— Ну, прямо сейчас у меня ощущение, будто ты собираешься дать мне отставку. Не то чтобы мы встречались, конечно… Ой. Прости. Я… — Я делаю глубокий вдох. — Господи, и почему я в этих делах такой баклан?
— В каких делах?
— В этих. — Я поднимаю наши переплетенные руки. — Почему я не могу с тобой гулять, не теряя минимальных навыков общения? Не понимаю, что со мной не так.
— Все с тобой так.
— Просто я в этом полный новичок, а ты уже целовался, вероятно, занимался сексом и вообще успел до меня попробовать отношения. Не уверен, что смогу поддержать планку.
Мы сворачиваем на улицу поменьше, потом в переулок. Когда мы остаемся одни, Бен заметно расслабляется — я чувствую, как из его пальцев уходит напряжение.
— С моей стороны все видится иначе, — говорит он наконец.
— А как?
— Ну, например, это мне нужно поддерживать планку.
— Да ладно!
Бен улыбается уголком рта.
— Правда. То, что ты ни с кем не встречался, не целовался… Не знаю. Что, если я облажаюсь? Не хочу быть тем парнем, который испортит тебе первый поцелуй.
— Не испортишь.
— Это ответственность, понимаешь. Хочется, чтобы все было идеально.
— Когда я с тобой, все и так идеально.
Он фыркает.
— Ну, за исключением тех случаев, когда ты трагически недооцениваешь мои навыки игры в «хватайку», флиртуешь с доппельгангером Энсела Эльгорта или хранишь в телефоне пятьдесят шесть фоток с…
Бен целует меня.
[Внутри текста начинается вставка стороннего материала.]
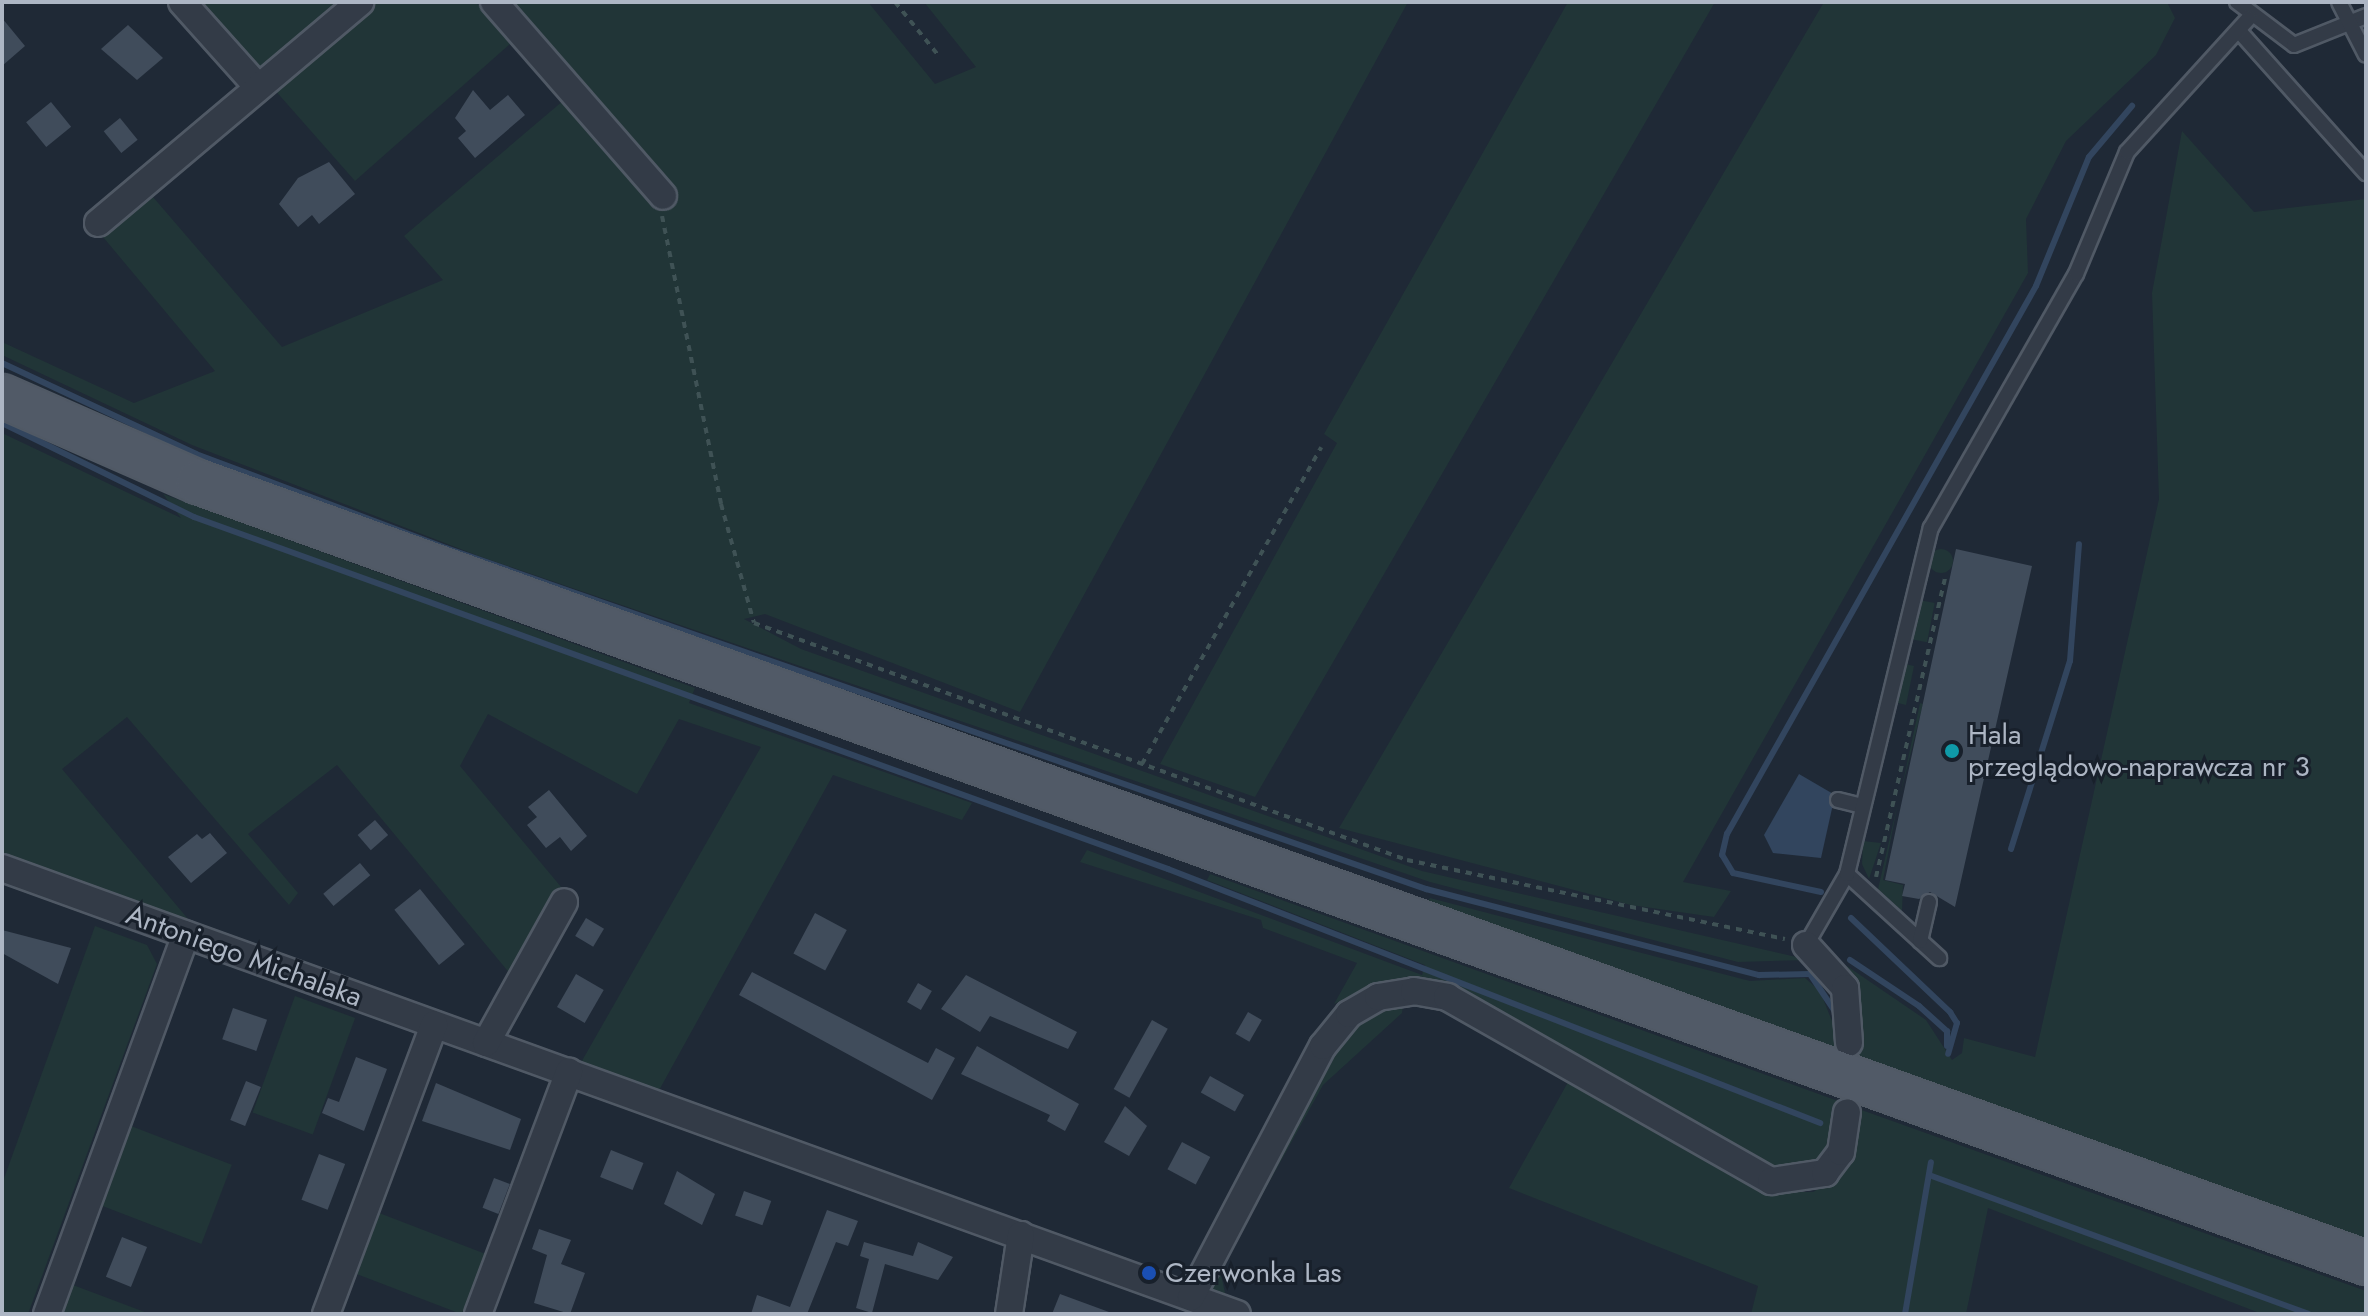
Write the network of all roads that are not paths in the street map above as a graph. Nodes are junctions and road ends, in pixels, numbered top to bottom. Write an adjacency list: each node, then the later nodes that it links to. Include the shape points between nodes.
1 (182, 2): 11 (street)
2 (360, 2): 11 (street)
3 (494, 2): 13 (street)
4 (2237, 2): 7 (lane)
5 (2339, 2): 8 (lane)
6 (2366, 16): 8 (lane)
7 (2249, 18): 8 (lane, via 2294,45); 9 (lane)
8 (2348, 24): 10 (lane)
9 (2239, 31): 12 (lane); 17 (lane, via 2127,152 2076,274 1931,528)
10 (2366, 55)
11 (257, 86): 14 (street)
12 (2366, 173)
13 (663, 196)
14 (98, 223)
15 (2, 396): 32 (main road, via 198,482)
16 (1838, 800): 17 (lane)
17 (1862, 806): 19 (lane)
18 (2, 868): 22 (street, Antoniego Michalaka)
19 (1847, 874): 23 (lane); 24 (lane)
20 (564, 902): 27 (street)
21 (1929, 902): 23 (lane)
22 (186, 935): 26 (street, Antoniego Michalaka); 34 (street)
23 (1920, 941): 25 (lane)
24 (1806, 945): 28 (street, via 1845,988)
25 (1939, 958)
26 (434, 1025): 27 (street, Antoniego Michalaka); 35 (street)
27 (486, 1043): 29 (street, Antoniego Michalaka)
28 (1849, 1043)
29 (569, 1072): 31 (street, Antoniego Michalaka); 36 (street)
30 (1847, 1112): 33 (street, via 1841,1152 1825,1173 1771,1181 1447,997 1414,991 1378,997 1349,1014 1323,1046)
31 (1021, 1235): 33 (street, Antoniego Michalaka); 37 (street)
32 (2366, 1263)
33 (1191, 1297): 38 (street, Antoniego Michalaka)
34 (47, 1314)
35 (326, 1314)
36 (478, 1314)
37 (1009, 1314)
38 (1237, 1314)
Просто берет лицо в ладони и целует.
Срань господня.
В смысле я и не подозревал, что при поцелуях лицо партнера оказывается так близко. Он чуть наклоняется, чтобы мы были на одном уровне. Глаза Бена закрыты, губы, прижатые к моим, двигаются — и ух ты, не знаю, существуют ли какие-то правила насчет стояка в такой момент, но… гм.
Надо как-нибудь ответить.
Я пытаюсь повторить движение губами, но выглядит это скорее так, будто я хочу зажевать его рот. Видимо, я делаю что-то неправильно, потому что Бен слегка отстраняется и ухмыляется.
Я ухмыляюсь в ответ.
— Что?
— Ничего.
— Это был поцелуй, — говорю я медленно.
— Определенно.
— В смысле теперь-то ты можешь больше не волноваться? Что мой первый поцелуй получится не идеальным.
— А он был идеальным?
— Сто процентов.
— Уверен, что не нужен перезапуск? — спрашивает Бен, улыбаясь губами, глазами, всем собой. — Второй первый поцелуй?
— Ну, контрольный не помешает.
Он смеется и привлекает меня к себе. А потом целует опять. Снова эта пугающая близость.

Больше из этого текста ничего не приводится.